- _DIRECTIONS_:
A verbatim transcription of the listing below is required, without its pictures.

═════ DATASET RECORDS ═════

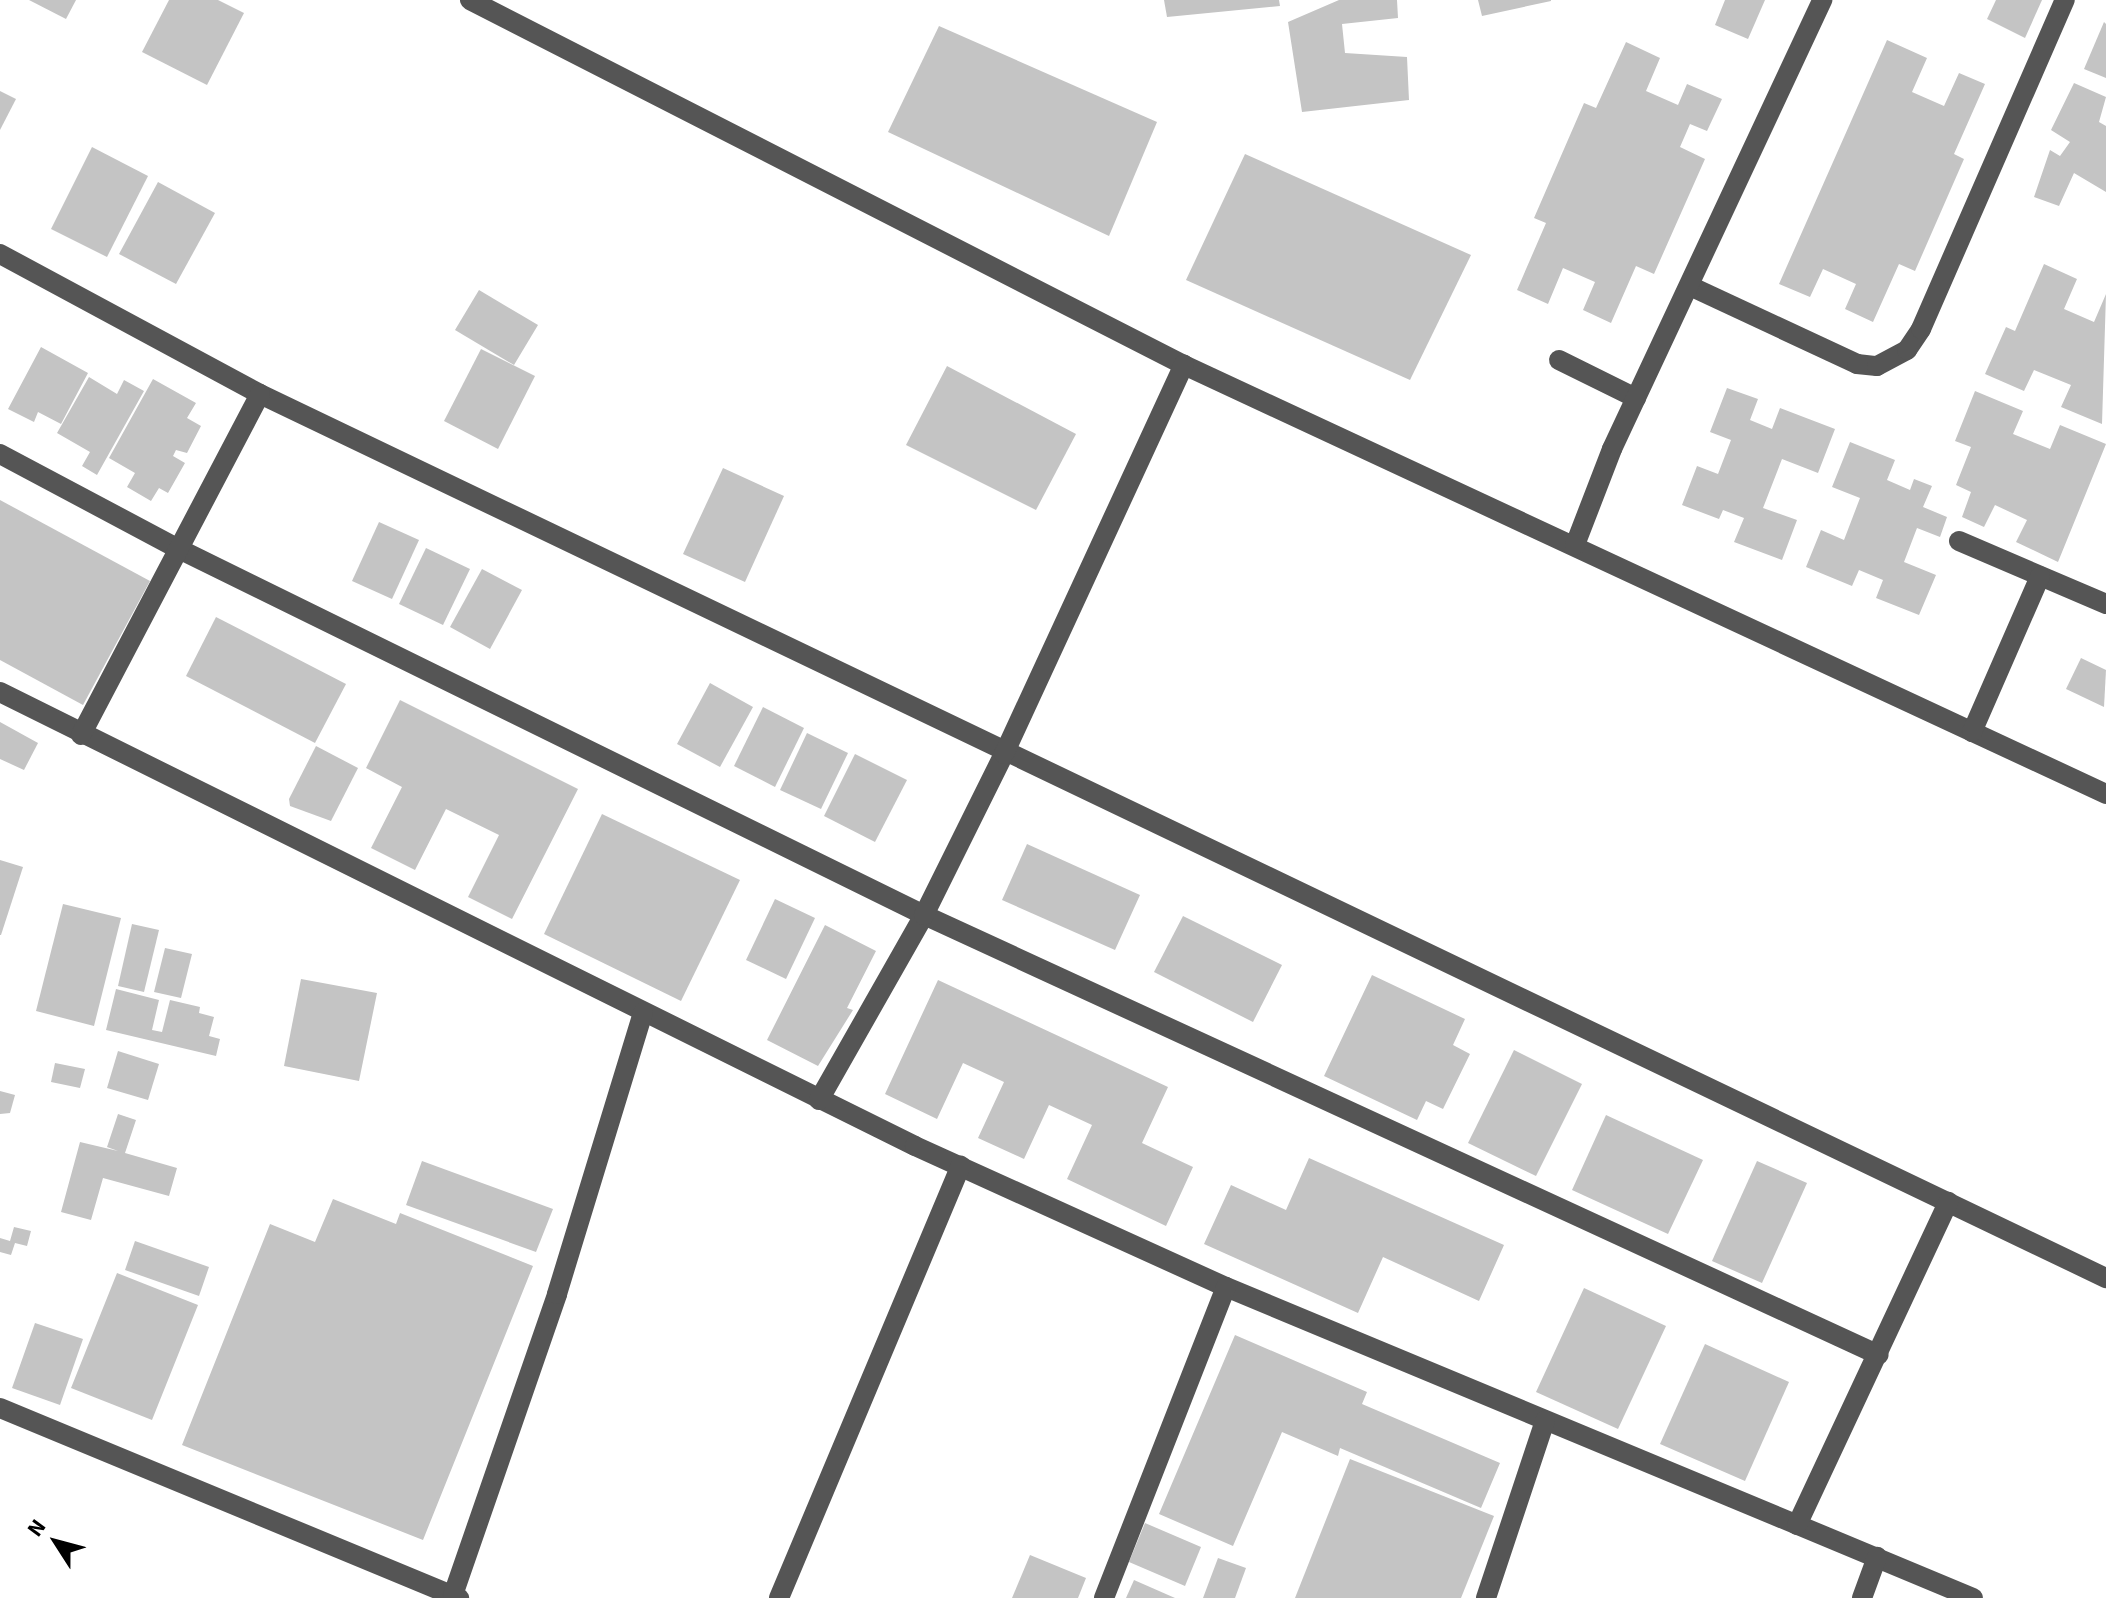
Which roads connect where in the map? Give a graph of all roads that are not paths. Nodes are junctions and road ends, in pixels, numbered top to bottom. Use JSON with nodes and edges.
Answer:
{"nodes":[{"id":1,"x":470,"y":0,"type":"edge"},
{"id":2,"x":1822,"y":0,"type":"edge"},
{"id":3,"x":2065,"y":0,"type":"edge"},
{"id":4,"x":0,"y":254,"type":"edge"},
{"id":5,"x":1692,"y":287,"type":"junction"},
{"id":6,"x":1559,"y":360,"type":"dead end"},
{"id":7,"x":1184,"y":365,"type":"junction"},
{"id":8,"x":260,"y":394,"type":"junction"},
{"id":9,"x":1636,"y":398,"type":"junction"},
{"id":10,"x":0,"y":454,"type":"edge"},
{"id":11,"x":1959,"y":541,"type":"dead end"},
{"id":12,"x":1575,"y":545,"type":"junction"},
{"id":13,"x":179,"y":549,"type":"junction"},
{"id":14,"x":2040,"y":576,"type":"junction"},
{"id":15,"x":2106,"y":604,"type":"edge"},
{"id":16,"x":0,"y":692,"type":"edge"},
{"id":17,"x":1972,"y":732,"type":"junction"},
{"id":18,"x":81,"y":735,"type":"junction"},
{"id":19,"x":1004,"y":754,"type":"junction"},
{"id":20,"x":2106,"y":794,"type":"edge"},
{"id":21,"x":924,"y":915,"type":"junction"},
{"id":22,"x":643,"y":1013,"type":"junction"},
{"id":23,"x":819,"y":1100,"type":"junction"},
{"id":24,"x":961,"y":1166,"type":"junction"},
{"id":25,"x":1948,"y":1202,"type":"junction"},
{"id":26,"x":2106,"y":1278,"type":"edge"},
{"id":27,"x":1226,"y":1287,"type":"junction"},
{"id":28,"x":1879,"y":1355,"type":"junction"},
{"id":29,"x":0,"y":1408,"type":"edge"},
{"id":30,"x":1545,"y":1421,"type":"junction"},
{"id":31,"x":1797,"y":1525,"type":"junction"},
{"id":32,"x":1877,"y":1557,"type":"junction"},
{"id":33,"x":456,"y":1597,"type":"edge"},
{"id":34,"x":779,"y":1598,"type":"edge"},
{"id":35,"x":1104,"y":1598,"type":"edge"},
{"id":36,"x":1486,"y":1598,"type":"edge"},
{"id":37,"x":1862,"y":1598,"type":"edge"},
{"id":38,"x":1973,"y":1598,"type":"edge"}],
"edges":[{"from":1,"to":7,"type":"street"},
{"from":2,"to":5,"type":"street"},
{"from":3,"to":5,"type":"street"},
{"from":4,"to":8,"type":"street"},
{"from":5,"to":9,"type":"street"},
{"from":6,"to":9,"type":"street"},
{"from":7,"to":12,"type":"street"},
{"from":7,"to":19,"type":"street"},
{"from":8,"to":13,"type":"street"},
{"from":8,"to":19,"type":"street"},
{"from":9,"to":12,"type":"street"},
{"from":10,"to":13,"type":"street"},
{"from":11,"to":14,"type":"street"},
{"from":12,"to":17,"type":"street"},
{"from":13,"to":18,"type":"street"},
{"from":13,"to":21,"type":"street"},
{"from":14,"to":15,"type":"street"},
{"from":14,"to":17,"type":"street"},
{"from":16,"to":18,"type":"street"},
{"from":17,"to":20,"type":"street"},
{"from":18,"to":22,"type":"street"},
{"from":19,"to":21,"type":"street"},
{"from":19,"to":25,"type":"street"},
{"from":21,"to":23,"type":"street"},
{"from":21,"to":28,"type":"street"},
{"from":22,"to":23,"type":"street"},
{"from":22,"to":33,"type":"street"},
{"from":23,"to":24,"type":"street"},
{"from":24,"to":27,"type":"street"},
{"from":24,"to":34,"type":"street"},
{"from":25,"to":26,"type":"street"},
{"from":25,"to":28,"type":"street"},
{"from":27,"to":30,"type":"street"},
{"from":27,"to":35,"type":"street"},
{"from":28,"to":31,"type":"street"},
{"from":29,"to":33,"type":"street"},
{"from":30,"to":31,"type":"street"},
{"from":30,"to":36,"type":"street"},
{"from":31,"to":32,"type":"street"},
{"from":32,"to":37,"type":"street"},
{"from":32,"to":38,"type":"street"}]}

═════

- _RESULT_:
Which roads connect where in the map? Give a graph of all roads that are not paths. Nodes are junctions and road ends, in pixels, numbered top to bottom. Use JSON with nodes and edges.
Answer:
{"nodes":[{"id":1,"x":470,"y":0,"type":"edge"},
{"id":2,"x":1822,"y":0,"type":"edge"},
{"id":3,"x":2065,"y":0,"type":"edge"},
{"id":4,"x":0,"y":254,"type":"edge"},
{"id":5,"x":1692,"y":287,"type":"junction"},
{"id":6,"x":1559,"y":360,"type":"dead end"},
{"id":7,"x":1184,"y":365,"type":"junction"},
{"id":8,"x":260,"y":394,"type":"junction"},
{"id":9,"x":1636,"y":398,"type":"junction"},
{"id":10,"x":0,"y":454,"type":"edge"},
{"id":11,"x":1959,"y":541,"type":"dead end"},
{"id":12,"x":1575,"y":545,"type":"junction"},
{"id":13,"x":179,"y":549,"type":"junction"},
{"id":14,"x":2040,"y":576,"type":"junction"},
{"id":15,"x":2106,"y":604,"type":"edge"},
{"id":16,"x":0,"y":692,"type":"edge"},
{"id":17,"x":1972,"y":732,"type":"junction"},
{"id":18,"x":81,"y":735,"type":"junction"},
{"id":19,"x":1004,"y":754,"type":"junction"},
{"id":20,"x":2106,"y":794,"type":"edge"},
{"id":21,"x":924,"y":915,"type":"junction"},
{"id":22,"x":643,"y":1013,"type":"junction"},
{"id":23,"x":819,"y":1100,"type":"junction"},
{"id":24,"x":961,"y":1166,"type":"junction"},
{"id":25,"x":1948,"y":1202,"type":"junction"},
{"id":26,"x":2106,"y":1278,"type":"edge"},
{"id":27,"x":1226,"y":1287,"type":"junction"},
{"id":28,"x":1879,"y":1355,"type":"junction"},
{"id":29,"x":0,"y":1408,"type":"edge"},
{"id":30,"x":1545,"y":1421,"type":"junction"},
{"id":31,"x":1797,"y":1525,"type":"junction"},
{"id":32,"x":1877,"y":1557,"type":"junction"},
{"id":33,"x":456,"y":1597,"type":"edge"},
{"id":34,"x":779,"y":1598,"type":"edge"},
{"id":35,"x":1104,"y":1598,"type":"edge"},
{"id":36,"x":1486,"y":1598,"type":"edge"},
{"id":37,"x":1862,"y":1598,"type":"edge"},
{"id":38,"x":1973,"y":1598,"type":"edge"}],
"edges":[{"from":1,"to":7,"type":"street"},
{"from":2,"to":5,"type":"street"},
{"from":3,"to":5,"type":"street"},
{"from":4,"to":8,"type":"street"},
{"from":5,"to":9,"type":"street"},
{"from":6,"to":9,"type":"street"},
{"from":7,"to":12,"type":"street"},
{"from":7,"to":19,"type":"street"},
{"from":8,"to":13,"type":"street"},
{"from":8,"to":19,"type":"street"},
{"from":9,"to":12,"type":"street"},
{"from":10,"to":13,"type":"street"},
{"from":11,"to":14,"type":"street"},
{"from":12,"to":17,"type":"street"},
{"from":13,"to":18,"type":"street"},
{"from":13,"to":21,"type":"street"},
{"from":14,"to":15,"type":"street"},
{"from":14,"to":17,"type":"street"},
{"from":16,"to":18,"type":"street"},
{"from":17,"to":20,"type":"street"},
{"from":18,"to":22,"type":"street"},
{"from":19,"to":21,"type":"street"},
{"from":19,"to":25,"type":"street"},
{"from":21,"to":23,"type":"street"},
{"from":21,"to":28,"type":"street"},
{"from":22,"to":23,"type":"street"},
{"from":22,"to":33,"type":"street"},
{"from":23,"to":24,"type":"street"},
{"from":24,"to":27,"type":"street"},
{"from":24,"to":34,"type":"street"},
{"from":25,"to":26,"type":"street"},
{"from":25,"to":28,"type":"street"},
{"from":27,"to":30,"type":"street"},
{"from":27,"to":35,"type":"street"},
{"from":28,"to":31,"type":"street"},
{"from":29,"to":33,"type":"street"},
{"from":30,"to":31,"type":"street"},
{"from":30,"to":36,"type":"street"},
{"from":31,"to":32,"type":"street"},
{"from":32,"to":37,"type":"street"},
{"from":32,"to":38,"type":"street"}]}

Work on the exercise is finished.